2. Sanders describes the "other sort of men" as some one who wouldn't "swear and break down like mules" because this men didn't work like the other men, they lived in military bases waiting to be call for duty, like wars transfers and they seemed like their work wasn't hard like the other men but they had something that the other men didn't, these men would spend their days practicing in a simulated war so they could be ready for the real action "I also felt certain that when the hour for killing arrived, they would kill. When the real shooting started, many of them would die. This was what soldiers were for, just as a hammer, was for driving nails." (paragraph 4)
3. Besides the "warriors and toilers" there was another kind of men , men that Sanders could never imagine becoming them "I could no more imagine growing up to become one of these cool, potent creatures than I could imagine becoming a prince." Sanders grew up as a low class boy and all this "cool jobs" were high class for the people who he read and watch on the television, these men were politicians, astronauts, generals, lawyers, philosophical doctors. Sanders believed that he already had a destiny and that was to follow his fathers steps and since he was never one of these men, he knew that he couldn't couldn't be like them.
4. Sander's father has a different job than all the men he knew "my father, who had escaped from a red-dirt farm to a tire factory, and from the assembly line to the front office" so this means that Sanders could have a different ending since every one followed their father's steps "they were bound to work as their fathers had worked, killing themselves or preparing to kill others." but since Sander's dad worked in an office he had a chance to work there too without enrolling on those hard jobs or the military and get train to kill some one or simply kill himself on those labor jobs that they offered.
5. When Sander went to college he met women who thought in a different way than him "and for the first time I met women who told me that men were guilty of having kept all the joys and privileges of the earth for themselves." He was confused by their thoughts could he would see the men at home and would ask himself what privileges they were talking about, if the men he know worked themselves to dead for their families to have a roof but then he realized that they were talking about the college men and he saw that their lives were completely different "here I met for the first time young men who had assumed from birth that they would lead lives of comfort and power, then he realized and understood that women have the better life "the only ones who ever seemed to enjoy a sense of ease and grace were the mothers and daughters." so he understood that women had more privileges than the men he knew.

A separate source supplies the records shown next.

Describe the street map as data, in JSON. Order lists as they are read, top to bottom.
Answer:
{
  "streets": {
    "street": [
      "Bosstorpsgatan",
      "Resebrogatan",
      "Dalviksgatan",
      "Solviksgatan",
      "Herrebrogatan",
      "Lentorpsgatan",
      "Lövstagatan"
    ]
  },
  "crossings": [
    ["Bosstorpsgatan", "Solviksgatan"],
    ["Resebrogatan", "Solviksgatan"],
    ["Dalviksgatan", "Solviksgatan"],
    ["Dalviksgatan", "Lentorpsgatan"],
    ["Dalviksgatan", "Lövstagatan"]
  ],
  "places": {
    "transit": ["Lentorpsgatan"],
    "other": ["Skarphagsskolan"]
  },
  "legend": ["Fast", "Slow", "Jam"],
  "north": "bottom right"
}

6. Sander later realize that men and women have the same work to do just in different ways and they suffer the same or sometimes it would be worst for women. "I did not realize-- because such things were never spoken of how often women suffered from men's bullying." (paragraph 8) He also talks about how women were abandoned wives, single mother and how tired it could be to take care of a baby all day so these changed the way he saw women because he realized that they have the same amount of work to do just in different ways.
7. What Sanders and the college-educated women was that they wanted to be in control "The daughters of such men wanted to share in this power, this glory. So did I" (paragraph 11) but he knew that these women saw him as an enemy because of his sex and because he was destined to become like his father but he believed that he was more of an ally than an enemy to them but he knew they wouldn't believe him if he shared his thoughts with them.